外見だけにとらわれず、気を抜かずに接することにしよう。
「兄さん。こちらの方々はハーレーの紹介でやって来た方々です」
「なるほど。スー、じゃあ、ハーレーと同じ迷宮改築師の人たちか」
ヒースがそう進言すると、魔王―シェイムは考えるように、顎に手をやり、口を開いた。
「お三方は、迷宮のこと自体についてはよく知っていますか?」
迷宮の魔道具や、作り方はし言っているが、自体について知っているかと言われれば怪しい。
シェーンに研修で講座を受けた時などわかっていると思っていながらボロボロだったしな。
「自体について知っているかは微妙ですね」
俺は虚勢を張ってもしょうがないので、素直に答えておく。
「同じく」
「私は存じておりますが、この二人の付き人ですので、お気になさらず」
アルテマイヤは知っていたのは意外だった。
メイドだというのにいろいろと知りすぎだろう。技能だけではなく知識まで兼ね備えていいるのだろうか。
少し気になる。これが終わったら聞いてみようか。
「そうですか。ではお言葉に甘えて迷宮のことについて、お話したいと思います。時系列で言えば、迷宮の起源はこの深淵にあります。世にある迷宮の大半はここから原型をとり派生したものが多いです。まれに一部の自然迷宮のように自然につくられたものもありますが」
ほとんどの迷宮は、深淵から始まったというのは意外だな。
それほどに魔王がいたということか。
「あなたがた、迷宮改築師の仕事場でもある構築迷宮も言わずもがなで、深淵から原型を取っています。あれは深淵をまねて、さらに構成を変えて、敷居を低くしたものなのでお手軽版の深淵ということができるかもしれませんね」
「そんなに簡単に深淵をまねできるものですか? 例えば、無限にモンスターを沸かせることができるとかなかなか想像できないような気がしますが」
ふっと疑問に思っていたことを口に出す。いつも迷宮で冒険者を待ち受けるモンスターたちが復活することが不思議でならなかったのだ。

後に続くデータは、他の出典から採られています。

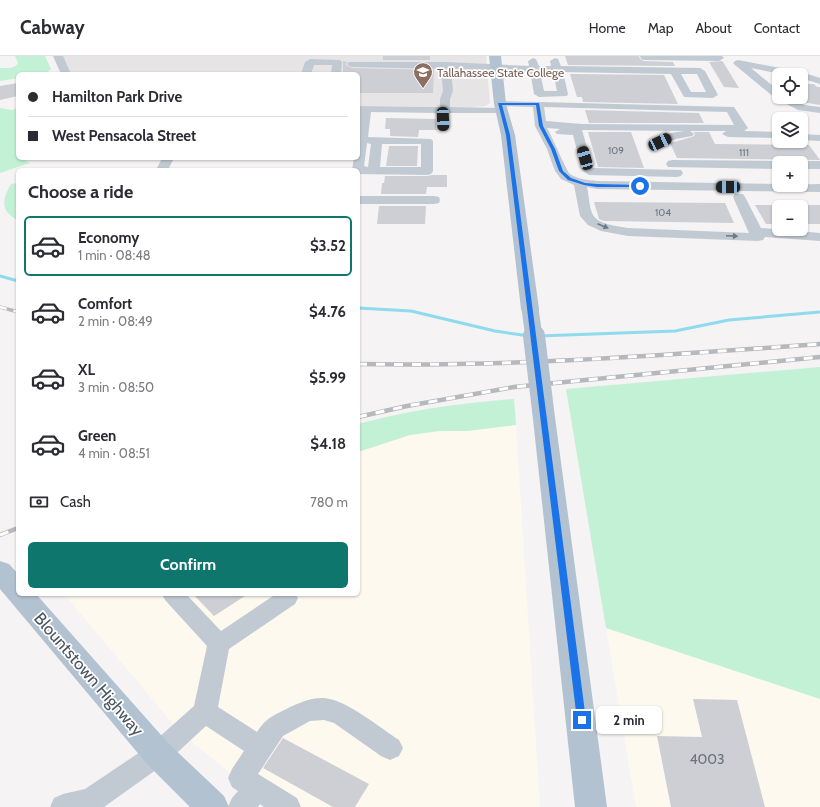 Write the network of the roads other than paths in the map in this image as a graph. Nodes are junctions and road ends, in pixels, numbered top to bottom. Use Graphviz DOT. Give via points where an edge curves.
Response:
graph roads {
  1 [pos="58,56"];
  2 [pos="717,56"];
  3 [pos="730,56"];
  4 [pos="642,58"];
  5 [pos="555,61"];
  6 [pos="443,62"];
  7 [pos="738,63"];
  8 [pos="352,64"];
  9 [pos="496,64"];
  10 [pos="534,65"];
  11 [pos="675,71"];
  12 [pos="65,72"];
  13 [pos="307,72"];
  14 [pos="336,72"];
  15 [pos="757,79"];
  16 [pos="772,79"];
  17 [pos="808,79"];
  18 [pos="818,80"];
  19 [pos="772,90"];
  20 [pos="538,104"];
  21 [pos="793,104"];
  22 [pos="574,105"];
  23 [pos="501,107"];
  24 [pos="362,109"];
  25 [pos="444,110"];
  26 [pos="820,110"];
  27 [pos="581,127"];
  28 [pos="443,128"];
  29 [pos="542,128"];
  30 [pos="772,135"];
  31 [pos="808,137"];
  32 [pos="820,138"];
  33 [pos="362,140"];
  34 [pos="377,140"];
  35 [pos="360,155"];
  36 [pos="772,165"];
  37 [pos="808,165"];
  38 [pos="820,165"];
  39 [pos="674,169"];
  40 [pos="360,170"];
  41 [pos="374,170"];
  42 [pos="360,175"];
  43 [pos="425,177"];
  44 [pos="580,182"];
  45 [pos="684,186"];
  46 [pos="820,188"];
  47 [pos="733,194"];
  48 [pos="583,196"];
  49 [pos="820,199"];
  50 [pos="360,200"];
  51 [pos="434,200"];
  52 [pos="757,235"];
  53 [pos="820,237"];
  54 [pos="1,572"];
  55 [pos="16,590"];
  56 [pos="22,596"];
  57 [pos="175,596"];
  58 [pos="285,596"];
  59 [pos="219,644"];
  60 [pos="206,712"];
  61 [pos="261,748"];
  62 [pos="390,748"];
  63 [pos="158,754"];
  64 [pos="249,798"];
  65 [pos="63,807"];
  66 [pos="213,807"];
  67 [pos="288,807"];
  68 [pos="592,807"];
  1 -- 12 [label="street"];
  2 -- 4 [label="street" via="719,58"];
  3 -- 7 [label="street"];
  5 -- 10 [label="street"];
  5 -- 10 [label="street" via="563,94 539,94"];
  5 -- 11 [label="street"];
  6 -- 8 [label="street"];
  6 -- 9 [label="street"];
  6 -- 25 [label="street" via="448,91 441,99"];
  7 -- 15 [label="street"];
  7 -- 18 [label="street"];
  9 -- 10 [label="street"];
  9 -- 23 [label="main road"];
  13 -- 14 [label="street" via="310,62 337,62"];
  15 -- 16 [label="street"];
  15 -- 19 [label="street"];
  17 -- 18 [label="street"];
  20 -- 22 [label="street"];
  20 -- 23 [label="street"];
  20 -- 29 [label="street"];
  21 -- 26 [label="street" via="802,108"];
  22 -- 27 [label="street"];
  22 -- 27 [label="street" via="730,109 742,128"];
  23 -- 25 [label="street"];
  23 -- 68 [label="main road, bridge" via="508,135"];
  24 -- 25 [label="street"];
  24 -- 33 [label="street"];
  25 -- 28 [label="street"];
  27 -- 29 [label="street"];
  29 -- 39 [label="street" via="578,132 588,170 594,172"];
  29 -- 44 [label="street" via="561,171 570,179"];
  30 -- 39 [label="street" via="692,133 658,138"];
  31 -- 32 [label="street"];
  33 -- 34 [label="street"];
  33 -- 35 [label="street"];
  34 -- 41 [label="street"];
  34 -- 41 [label="street" via="427,141 427,171"];
  36 -- 39 [label="street"];
  37 -- 38 [label="street"];
  39 -- 45 [label="street"];
  40 -- 41 [label="street"];
  42 -- 43 [label="street"];
  44 -- 45 [label="street" via="597,186"];
  44 -- 48 [label="street"];
  45 -- 47 [label="street"];
  46 -- 47 [label="street"];
  47 -- 48 [label="street"];
  47 -- 49 [label="street"];
  47 -- 52 [label="street"];
  48 -- 52 [label="street, one-way" via="587,216 593,222 616,230"];
  50 -- 51 [label="street"];
  52 -- 53 [label="street"];
  54 -- 55 [label="main road"];
  56 -- 63 [label="main road, Blountstown Highway"];
  57 -- 59 [label="street"];
  58 -- 59 [label="street" via="287,598"];
  59 -- 60 [label="street"];
  60 -- 61 [label="street"];
  60 -- 63 [label="street"];
  61 -- 62 [label="street" via="274,728 307,711 324,710 342,715"];
  61 -- 64 [label="street" via="241,778"];
  63 -- 65 [label="street" via="91,801"];
  63 -- 66 [label="main road, Blountstown Highway"];
  64 -- 67 [label="street"];
} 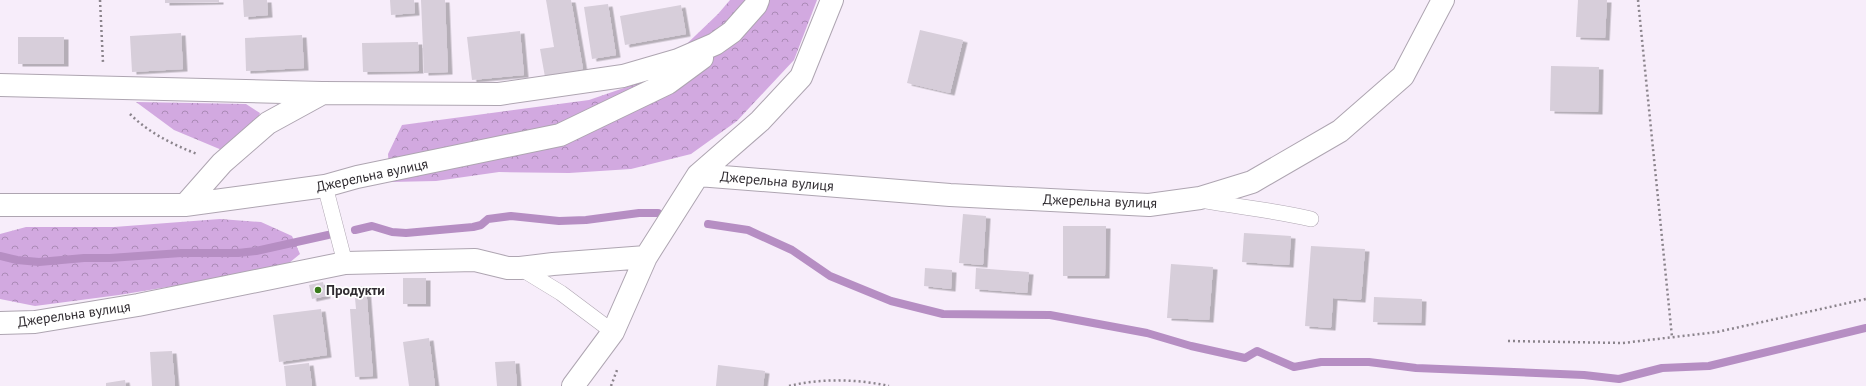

昔、俺が構築師の真似事をやって、土魔法で迷宮もどきを作って、魔物を入れて倒してみても復活しなかったのだ。
形だけはすべてそろっていたはずだから形だけをそのまま真似ても迷宮は完成しなかったことということになる。真似るだけではダメということだ。
シェイムの言葉とは矛盾するし、真似れば迷宮ができるというのは鵜呑みには出来ない。
「ええ、真似れば簡単に作れます。ダンジョンマスターが控えている部屋。その向こうの隠し部屋――最奥にあるダンジョンコアさえ用意できれば」
「ダンジョンコア?」
初めて聞く単語だ。
なんだそれは?
「僕が話して説明するより、実際に見た方が分かりやすいでしょう。ついてきてください」
そういうとシェイムは玉座から立ち上がって、後方に向かって歩を進め、姿を消した。